== GOAL OF THE EXERCISE ==
Though the entries hold pictures, only their text should be duplicated, exactly and in full.

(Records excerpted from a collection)
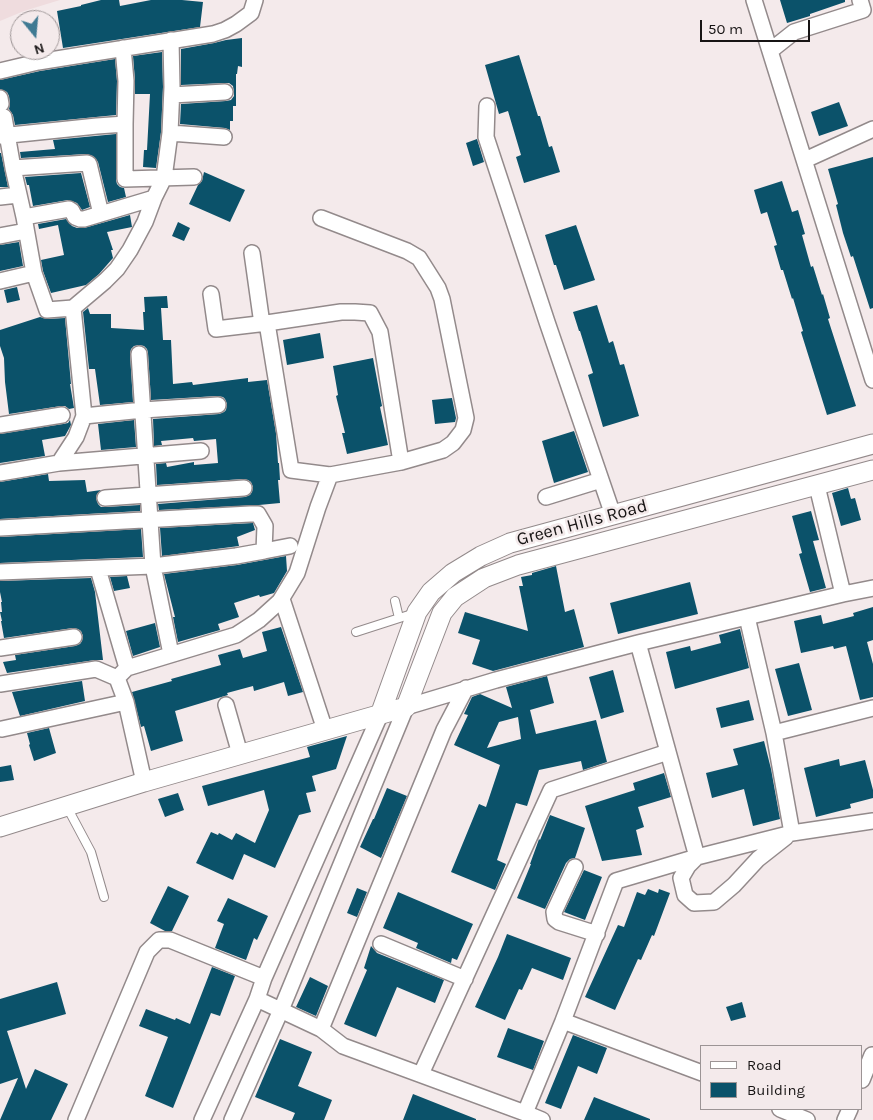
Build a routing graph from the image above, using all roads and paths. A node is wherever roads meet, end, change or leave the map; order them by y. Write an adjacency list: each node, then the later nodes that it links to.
1 (255, 0): 4 (street)
2 (754, 0): 6 (street)
3 (860, 0): 6 (street)
4 (171, 40): 5 (street); 9 (street)
5 (123, 48): 7 (street); 12 (street)
6 (770, 51): 17 (street)
7 (0, 71)
8 (225, 92): 9 (street)
9 (172, 95): 14 (street)
10 (2, 106): 15 (street)
11 (487, 106): 49 (street)
12 (125, 124): 15 (street); 20 (street)
13 (873, 129): 17 (street)
14 (170, 133): 16 (street); 20 (street)
15 (4, 136): 18 (street)
16 (224, 137)
17 (805, 160): 35 (street)
18 (13, 168): 21 (street); 24 (street)
19 (194, 177): 20 (street)
20 (164, 178): 23 (street)
21 (18, 195): 22 (street); 26 (street)
22 (0, 197)
23 (154, 198): 24 (street); 32 (street)
24 (101, 214): 26 (street)
25 (321, 218): 44 (street)
26 (25, 224): 27 (street); 29 (street)
27 (0, 236)
28 (252, 253): 33 (street)
29 (34, 273): 30 (street); 32 (street)
30 (0, 281)
31 (211, 294): 33 (street)
32 (73, 308): 39 (street)
33 (264, 324): 44 (street); 48 (street)
34 (139, 354): 37 (street)
35 (873, 380)
36 (218, 405): 37 (street)
37 (143, 410): 39 (street); 43 (street)
38 (62, 415): 40 (street)
39 (84, 416): 45 (street)
40 (0, 422)
41 (873, 444): 55 (street, Green Hills Road)
42 (201, 451): 43 (street)
43 (146, 456): 45 (street); 52 (street)
44 (401, 462): 48 (street)
45 (59, 463): 47 (street)
46 (873, 470): 50 (street, Green Hills Road)
47 (0, 473)
48 (330, 475): 58 (street)
49 (601, 480): 53 (street); 55 (street)
50 (817, 486): 64 (street); 80 (street, Green Hills Road)
51 (244, 488): 52 (street)
52 (148, 496): 54 (street); 56 (street)
53 (546, 497)
54 (105, 498)
55 (613, 515): 67 (street, Green Hills Road)
56 (149, 519): 57 (street); 59 (street); 60 (street)
57 (0, 528)
58 (297, 545): 59 (street); 65 (street)
59 (264, 551): 60 (street)
60 (153, 566): 61 (street); 74 (street)
61 (98, 569): 62 (street); 75 (street)
62 (0, 572)
63 (872, 588): 64 (street)
64 (843, 594): 69 (street)
65 (282, 599): 74 (street); 84 (street)
66 (395, 601): 68 (lane)
67 (417, 612): 68 (lane); 82 (street, Green Hills Road)
68 (396, 614): 70 (lane)
69 (747, 617): 72 (street); 85 (street)
70 (356, 632)
71 (74, 637): 73 (street)
72 (638, 643): 77 (street); 86 (street)
73 (0, 648)
74 (171, 654): 75 (street)
75 (122, 673): 76 (street); 78 (street)
76 (0, 684)
77 (466, 688): 80 (street); 104 (street)
78 (126, 702): 83 (street); 88 (street)
79 (226, 705): 87 (street)
80 (406, 707): 82 (street); 102 (street)
81 (873, 708): 85 (street)
82 (380, 715): 84 (street); 99 (street)
83 (2, 729)
84 (325, 730): 87 (street)
85 (774, 733): 92 (street)
86 (668, 752): 93 (street); 100 (street)
87 (240, 754): 88 (street)
88 (144, 782): 89 (street)
89 (67, 807): 91 (street); 95 (lane)
90 (873, 821): 92 (street)
91 (0, 827)
92 (792, 832): 93 (street); 93 (street)
93 (697, 857): 97 (street)
94 (575, 867): 97 (street)
95 (104, 897)
96 (599, 910): 97 (street)
97 (594, 933): 103 (street)
98 (381, 944): 100 (street)
99 (264, 978): 101 (street); 111 (street)
100 (465, 979): 107 (street)
101 (257, 999): 102 (street); 112 (street)
102 (281, 1010): 104 (street); 113 (street)
103 (563, 1022): 106 (street); 110 (street)
104 (321, 1029): 107 (street)
105 (872, 1055): 108 (street)
106 (700, 1072)
107 (421, 1074): 110 (street)
108 (863, 1078)
109 (782, 1110): 115 (street)
110 (525, 1113): 114 (street)
111 (76, 1120)
112 (202, 1120)
113 (232, 1120)
114 (542, 1120)
115 (807, 1120)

== REPLY TO THE TASK ==
Build a routing graph from the image above, using all roads and paths. A node is wherever roads meet, end, change or leave the map; order them by y. Write an adjacency list: each node, then the later nodes that it links to.
1 (255, 0): 4 (street)
2 (754, 0): 6 (street)
3 (860, 0): 6 (street)
4 (171, 40): 5 (street); 9 (street)
5 (123, 48): 7 (street); 12 (street)
6 (770, 51): 17 (street)
7 (0, 71)
8 (225, 92): 9 (street)
9 (172, 95): 14 (street)
10 (2, 106): 15 (street)
11 (487, 106): 49 (street)
12 (125, 124): 15 (street); 20 (street)
13 (873, 129): 17 (street)
14 (170, 133): 16 (street); 20 (street)
15 (4, 136): 18 (street)
16 (224, 137)
17 (805, 160): 35 (street)
18 (13, 168): 21 (street); 24 (street)
19 (194, 177): 20 (street)
20 (164, 178): 23 (street)
21 (18, 195): 22 (street); 26 (street)
22 (0, 197)
23 (154, 198): 24 (street); 32 (street)
24 (101, 214): 26 (street)
25 (321, 218): 44 (street)
26 (25, 224): 27 (street); 29 (street)
27 (0, 236)
28 (252, 253): 33 (street)
29 (34, 273): 30 (street); 32 (street)
30 (0, 281)
31 (211, 294): 33 (street)
32 (73, 308): 39 (street)
33 (264, 324): 44 (street); 48 (street)
34 (139, 354): 37 (street)
35 (873, 380)
36 (218, 405): 37 (street)
37 (143, 410): 39 (street); 43 (street)
38 (62, 415): 40 (street)
39 (84, 416): 45 (street)
40 (0, 422)
41 (873, 444): 55 (street, Green Hills Road)
42 (201, 451): 43 (street)
43 (146, 456): 45 (street); 52 (street)
44 (401, 462): 48 (street)
45 (59, 463): 47 (street)
46 (873, 470): 50 (street, Green Hills Road)
47 (0, 473)
48 (330, 475): 58 (street)
49 (601, 480): 53 (street); 55 (street)
50 (817, 486): 64 (street); 80 (street, Green Hills Road)
51 (244, 488): 52 (street)
52 (148, 496): 54 (street); 56 (street)
53 (546, 497)
54 (105, 498)
55 (613, 515): 67 (street, Green Hills Road)
56 (149, 519): 57 (street); 59 (street); 60 (street)
57 (0, 528)
58 (297, 545): 59 (street); 65 (street)
59 (264, 551): 60 (street)
60 (153, 566): 61 (street); 74 (street)
61 (98, 569): 62 (street); 75 (street)
62 (0, 572)
63 (872, 588): 64 (street)
64 (843, 594): 69 (street)
65 (282, 599): 74 (street); 84 (street)
66 (395, 601): 68 (lane)
67 (417, 612): 68 (lane); 82 (street, Green Hills Road)
68 (396, 614): 70 (lane)
69 (747, 617): 72 (street); 85 (street)
70 (356, 632)
71 (74, 637): 73 (street)
72 (638, 643): 77 (street); 86 (street)
73 (0, 648)
74 (171, 654): 75 (street)
75 (122, 673): 76 (street); 78 (street)
76 (0, 684)
77 (466, 688): 80 (street); 104 (street)
78 (126, 702): 83 (street); 88 (street)
79 (226, 705): 87 (street)
80 (406, 707): 82 (street); 102 (street)
81 (873, 708): 85 (street)
82 (380, 715): 84 (street); 99 (street)
83 (2, 729)
84 (325, 730): 87 (street)
85 (774, 733): 92 (street)
86 (668, 752): 93 (street); 100 (street)
87 (240, 754): 88 (street)
88 (144, 782): 89 (street)
89 (67, 807): 91 (street); 95 (lane)
90 (873, 821): 92 (street)
91 (0, 827)
92 (792, 832): 93 (street); 93 (street)
93 (697, 857): 97 (street)
94 (575, 867): 97 (street)
95 (104, 897)
96 (599, 910): 97 (street)
97 (594, 933): 103 (street)
98 (381, 944): 100 (street)
99 (264, 978): 101 (street); 111 (street)
100 (465, 979): 107 (street)
101 (257, 999): 102 (street); 112 (street)
102 (281, 1010): 104 (street); 113 (street)
103 (563, 1022): 106 (street); 110 (street)
104 (321, 1029): 107 (street)
105 (872, 1055): 108 (street)
106 (700, 1072)
107 (421, 1074): 110 (street)
108 (863, 1078)
109 (782, 1110): 115 (street)
110 (525, 1113): 114 (street)
111 (76, 1120)
112 (202, 1120)
113 (232, 1120)
114 (542, 1120)
115 (807, 1120)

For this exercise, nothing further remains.